(DATA FOR REVIEW)

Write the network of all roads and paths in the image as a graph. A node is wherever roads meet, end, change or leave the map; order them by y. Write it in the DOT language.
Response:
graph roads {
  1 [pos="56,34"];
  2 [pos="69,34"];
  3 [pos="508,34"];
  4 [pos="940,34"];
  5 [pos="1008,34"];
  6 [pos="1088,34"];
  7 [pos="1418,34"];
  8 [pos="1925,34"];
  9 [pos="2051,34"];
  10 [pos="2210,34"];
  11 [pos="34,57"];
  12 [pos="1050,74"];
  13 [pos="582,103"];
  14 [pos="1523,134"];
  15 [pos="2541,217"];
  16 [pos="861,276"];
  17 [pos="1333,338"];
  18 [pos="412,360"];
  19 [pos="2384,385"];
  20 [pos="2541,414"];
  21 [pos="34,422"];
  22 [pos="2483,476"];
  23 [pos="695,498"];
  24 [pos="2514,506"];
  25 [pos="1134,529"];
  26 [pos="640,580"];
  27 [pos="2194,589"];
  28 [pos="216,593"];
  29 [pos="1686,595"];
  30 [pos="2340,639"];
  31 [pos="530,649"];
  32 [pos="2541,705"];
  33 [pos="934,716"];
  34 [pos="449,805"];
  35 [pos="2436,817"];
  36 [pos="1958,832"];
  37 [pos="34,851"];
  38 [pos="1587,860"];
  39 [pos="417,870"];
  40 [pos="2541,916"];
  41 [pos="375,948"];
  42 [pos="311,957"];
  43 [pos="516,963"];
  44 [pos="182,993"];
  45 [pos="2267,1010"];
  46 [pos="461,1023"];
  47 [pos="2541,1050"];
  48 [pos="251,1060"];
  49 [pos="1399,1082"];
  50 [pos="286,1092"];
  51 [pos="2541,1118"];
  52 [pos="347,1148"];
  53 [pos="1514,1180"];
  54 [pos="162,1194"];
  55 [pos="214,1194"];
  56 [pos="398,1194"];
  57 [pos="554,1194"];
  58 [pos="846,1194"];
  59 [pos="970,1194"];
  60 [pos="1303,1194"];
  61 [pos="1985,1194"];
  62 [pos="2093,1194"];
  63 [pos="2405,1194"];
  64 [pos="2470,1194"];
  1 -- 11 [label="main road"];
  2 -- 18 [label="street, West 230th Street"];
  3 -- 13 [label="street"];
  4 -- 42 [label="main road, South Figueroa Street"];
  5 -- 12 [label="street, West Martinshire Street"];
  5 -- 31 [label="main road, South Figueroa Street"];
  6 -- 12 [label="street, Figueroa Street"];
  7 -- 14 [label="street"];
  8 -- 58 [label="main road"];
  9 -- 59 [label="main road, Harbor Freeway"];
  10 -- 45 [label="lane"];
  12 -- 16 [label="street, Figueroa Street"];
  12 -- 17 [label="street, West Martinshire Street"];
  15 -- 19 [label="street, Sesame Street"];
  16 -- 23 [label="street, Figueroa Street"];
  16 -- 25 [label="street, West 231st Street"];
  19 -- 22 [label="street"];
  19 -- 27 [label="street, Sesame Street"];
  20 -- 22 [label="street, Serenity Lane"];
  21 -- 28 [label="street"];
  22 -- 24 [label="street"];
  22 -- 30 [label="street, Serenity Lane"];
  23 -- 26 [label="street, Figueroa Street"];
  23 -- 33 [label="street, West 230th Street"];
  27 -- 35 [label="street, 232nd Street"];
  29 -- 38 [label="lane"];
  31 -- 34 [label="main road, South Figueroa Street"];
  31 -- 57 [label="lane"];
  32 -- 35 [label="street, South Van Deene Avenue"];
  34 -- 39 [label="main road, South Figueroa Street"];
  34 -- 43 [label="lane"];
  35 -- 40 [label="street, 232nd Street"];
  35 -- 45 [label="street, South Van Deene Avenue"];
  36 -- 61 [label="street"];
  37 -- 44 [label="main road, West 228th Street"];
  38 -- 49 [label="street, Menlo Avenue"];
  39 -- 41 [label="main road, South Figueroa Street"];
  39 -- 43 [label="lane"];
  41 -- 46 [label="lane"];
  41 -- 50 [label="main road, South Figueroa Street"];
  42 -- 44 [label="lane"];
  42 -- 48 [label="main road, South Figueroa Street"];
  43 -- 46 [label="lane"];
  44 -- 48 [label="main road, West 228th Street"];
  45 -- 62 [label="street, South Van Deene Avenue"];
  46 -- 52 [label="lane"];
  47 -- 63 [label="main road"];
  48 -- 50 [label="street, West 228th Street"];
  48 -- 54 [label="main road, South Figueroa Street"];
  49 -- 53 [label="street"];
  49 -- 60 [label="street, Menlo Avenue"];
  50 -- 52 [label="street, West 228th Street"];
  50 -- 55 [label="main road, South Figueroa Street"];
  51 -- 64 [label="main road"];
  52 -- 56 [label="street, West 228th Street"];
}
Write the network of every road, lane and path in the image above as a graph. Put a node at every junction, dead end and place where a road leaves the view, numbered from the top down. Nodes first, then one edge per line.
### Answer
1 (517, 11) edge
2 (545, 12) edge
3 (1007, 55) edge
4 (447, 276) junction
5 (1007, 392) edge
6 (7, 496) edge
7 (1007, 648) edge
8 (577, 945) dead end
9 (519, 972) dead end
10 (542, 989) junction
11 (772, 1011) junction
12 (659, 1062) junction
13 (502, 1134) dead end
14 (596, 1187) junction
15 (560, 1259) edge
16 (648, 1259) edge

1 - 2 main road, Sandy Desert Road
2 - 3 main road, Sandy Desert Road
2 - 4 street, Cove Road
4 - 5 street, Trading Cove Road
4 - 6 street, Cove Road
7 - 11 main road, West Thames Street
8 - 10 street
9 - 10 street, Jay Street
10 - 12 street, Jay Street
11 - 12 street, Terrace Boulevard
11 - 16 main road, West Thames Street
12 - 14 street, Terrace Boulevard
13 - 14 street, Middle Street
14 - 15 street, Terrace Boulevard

(End DATA FOR REVIEW)

**EXERCISE PROMPT**
Output the complete set of records word for word.

**SOLUTION FOR THIS EXERCISE**
Write the network of all roads and paths in the image as a graph. A node is wherever roads meet, end, change or leave the map; order them by y. Write it in the DOT language.
Response:
graph roads {
  1 [pos="56,34"];
  2 [pos="69,34"];
  3 [pos="508,34"];
  4 [pos="940,34"];
  5 [pos="1008,34"];
  6 [pos="1088,34"];
  7 [pos="1418,34"];
  8 [pos="1925,34"];
  9 [pos="2051,34"];
  10 [pos="2210,34"];
  11 [pos="34,57"];
  12 [pos="1050,74"];
  13 [pos="582,103"];
  14 [pos="1523,134"];
  15 [pos="2541,217"];
  16 [pos="861,276"];
  17 [pos="1333,338"];
  18 [pos="412,360"];
  19 [pos="2384,385"];
  20 [pos="2541,414"];
  21 [pos="34,422"];
  22 [pos="2483,476"];
  23 [pos="695,498"];
  24 [pos="2514,506"];
  25 [pos="1134,529"];
  26 [pos="640,580"];
  27 [pos="2194,589"];
  28 [pos="216,593"];
  29 [pos="1686,595"];
  30 [pos="2340,639"];
  31 [pos="530,649"];
  32 [pos="2541,705"];
  33 [pos="934,716"];
  34 [pos="449,805"];
  35 [pos="2436,817"];
  36 [pos="1958,832"];
  37 [pos="34,851"];
  38 [pos="1587,860"];
  39 [pos="417,870"];
  40 [pos="2541,916"];
  41 [pos="375,948"];
  42 [pos="311,957"];
  43 [pos="516,963"];
  44 [pos="182,993"];
  45 [pos="2267,1010"];
  46 [pos="461,1023"];
  47 [pos="2541,1050"];
  48 [pos="251,1060"];
  49 [pos="1399,1082"];
  50 [pos="286,1092"];
  51 [pos="2541,1118"];
  52 [pos="347,1148"];
  53 [pos="1514,1180"];
  54 [pos="162,1194"];
  55 [pos="214,1194"];
  56 [pos="398,1194"];
  57 [pos="554,1194"];
  58 [pos="846,1194"];
  59 [pos="970,1194"];
  60 [pos="1303,1194"];
  61 [pos="1985,1194"];
  62 [pos="2093,1194"];
  63 [pos="2405,1194"];
  64 [pos="2470,1194"];
  1 -- 11 [label="main road"];
  2 -- 18 [label="street, West 230th Street"];
  3 -- 13 [label="street"];
  4 -- 42 [label="main road, South Figueroa Street"];
  5 -- 12 [label="street, West Martinshire Street"];
  5 -- 31 [label="main road, South Figueroa Street"];
  6 -- 12 [label="street, Figueroa Street"];
  7 -- 14 [label="street"];
  8 -- 58 [label="main road"];
  9 -- 59 [label="main road, Harbor Freeway"];
  10 -- 45 [label="lane"];
  12 -- 16 [label="street, Figueroa Street"];
  12 -- 17 [label="street, West Martinshire Street"];
  15 -- 19 [label="street, Sesame Street"];
  16 -- 23 [label="street, Figueroa Street"];
  16 -- 25 [label="street, West 231st Street"];
  19 -- 22 [label="street"];
  19 -- 27 [label="street, Sesame Street"];
  20 -- 22 [label="street, Serenity Lane"];
  21 -- 28 [label="street"];
  22 -- 24 [label="street"];
  22 -- 30 [label="street, Serenity Lane"];
  23 -- 26 [label="street, Figueroa Street"];
  23 -- 33 [label="street, West 230th Street"];
  27 -- 35 [label="street, 232nd Street"];
  29 -- 38 [label="lane"];
  31 -- 34 [label="main road, South Figueroa Street"];
  31 -- 57 [label="lane"];
  32 -- 35 [label="street, South Van Deene Avenue"];
  34 -- 39 [label="main road, South Figueroa Street"];
  34 -- 43 [label="lane"];
  35 -- 40 [label="street, 232nd Street"];
  35 -- 45 [label="street, South Van Deene Avenue"];
  36 -- 61 [label="street"];
  37 -- 44 [label="main road, West 228th Street"];
  38 -- 49 [label="street, Menlo Avenue"];
  39 -- 41 [label="main road, South Figueroa Street"];
  39 -- 43 [label="lane"];
  41 -- 46 [label="lane"];
  41 -- 50 [label="main road, South Figueroa Street"];
  42 -- 44 [label="lane"];
  42 -- 48 [label="main road, South Figueroa Street"];
  43 -- 46 [label="lane"];
  44 -- 48 [label="main road, West 228th Street"];
  45 -- 62 [label="street, South Van Deene Avenue"];
  46 -- 52 [label="lane"];
  47 -- 63 [label="main road"];
  48 -- 50 [label="street, West 228th Street"];
  48 -- 54 [label="main road, South Figueroa Street"];
  49 -- 53 [label="street"];
  49 -- 60 [label="street, Menlo Avenue"];
  50 -- 52 [label="street, West 228th Street"];
  50 -- 55 [label="main road, South Figueroa Street"];
  51 -- 64 [label="main road"];
  52 -- 56 [label="street, West 228th Street"];
}
Write the network of every road, lane and path in the image above as a graph. Put a node at every junction, dead end and place where a road leaves the view, numbered from the top down. Nodes first, then one edge per line.
### Answer
1 (517, 11) edge
2 (545, 12) edge
3 (1007, 55) edge
4 (447, 276) junction
5 (1007, 392) edge
6 (7, 496) edge
7 (1007, 648) edge
8 (577, 945) dead end
9 (519, 972) dead end
10 (542, 989) junction
11 (772, 1011) junction
12 (659, 1062) junction
13 (502, 1134) dead end
14 (596, 1187) junction
15 (560, 1259) edge
16 (648, 1259) edge

1 - 2 main road, Sandy Desert Road
2 - 3 main road, Sandy Desert Road
2 - 4 street, Cove Road
4 - 5 street, Trading Cove Road
4 - 6 street, Cove Road
7 - 11 main road, West Thames Street
8 - 10 street
9 - 10 street, Jay Street
10 - 12 street, Jay Street
11 - 12 street, Terrace Boulevard
11 - 16 main road, West Thames Street
12 - 14 street, Terrace Boulevard
13 - 14 street, Middle Street
14 - 15 street, Terrace Boulevard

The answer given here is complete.